▶ Work instructions:
For each line of the listing that contains "index", make a copy and return it.

[Material provided]

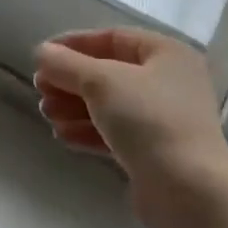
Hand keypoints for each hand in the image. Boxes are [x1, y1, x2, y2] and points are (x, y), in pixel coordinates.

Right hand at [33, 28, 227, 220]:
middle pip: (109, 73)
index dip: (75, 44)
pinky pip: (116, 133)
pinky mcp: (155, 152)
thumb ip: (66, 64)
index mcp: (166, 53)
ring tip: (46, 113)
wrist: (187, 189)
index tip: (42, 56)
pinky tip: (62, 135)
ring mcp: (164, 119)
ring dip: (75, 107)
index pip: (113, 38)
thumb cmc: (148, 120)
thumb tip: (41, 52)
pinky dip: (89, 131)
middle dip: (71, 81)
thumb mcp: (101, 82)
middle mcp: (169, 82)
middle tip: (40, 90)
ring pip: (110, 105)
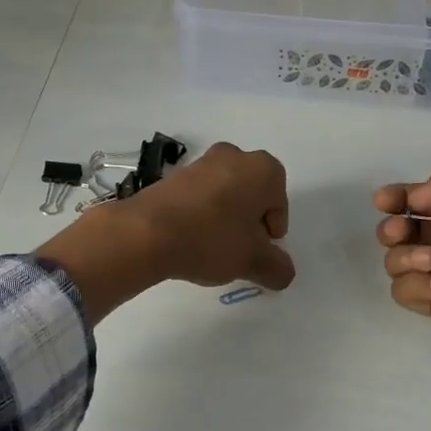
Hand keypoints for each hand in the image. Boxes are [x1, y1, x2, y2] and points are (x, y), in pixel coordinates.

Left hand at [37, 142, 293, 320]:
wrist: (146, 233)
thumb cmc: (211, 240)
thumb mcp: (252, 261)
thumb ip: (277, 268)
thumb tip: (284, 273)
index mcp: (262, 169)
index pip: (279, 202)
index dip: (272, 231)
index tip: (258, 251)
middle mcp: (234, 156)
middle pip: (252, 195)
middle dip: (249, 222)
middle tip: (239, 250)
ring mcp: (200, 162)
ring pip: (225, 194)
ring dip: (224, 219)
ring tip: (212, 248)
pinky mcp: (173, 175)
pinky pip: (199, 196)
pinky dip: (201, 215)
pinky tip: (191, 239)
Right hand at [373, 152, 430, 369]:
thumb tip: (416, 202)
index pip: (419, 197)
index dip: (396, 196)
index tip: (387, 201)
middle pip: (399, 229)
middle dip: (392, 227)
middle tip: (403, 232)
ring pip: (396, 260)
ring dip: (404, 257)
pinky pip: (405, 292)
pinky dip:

[/Material provided]

▶ Output below:
index dip: (75, 44)
index mcp: (166, 53)
index tip: (42, 56)
index pip: (113, 38)
index mcp: (262, 169)
index pip: (279, 202)
index dip: (272, 231)
index tip: (258, 251)
index pip: (419, 197)
index dip: (396, 196)
index tip: (387, 201)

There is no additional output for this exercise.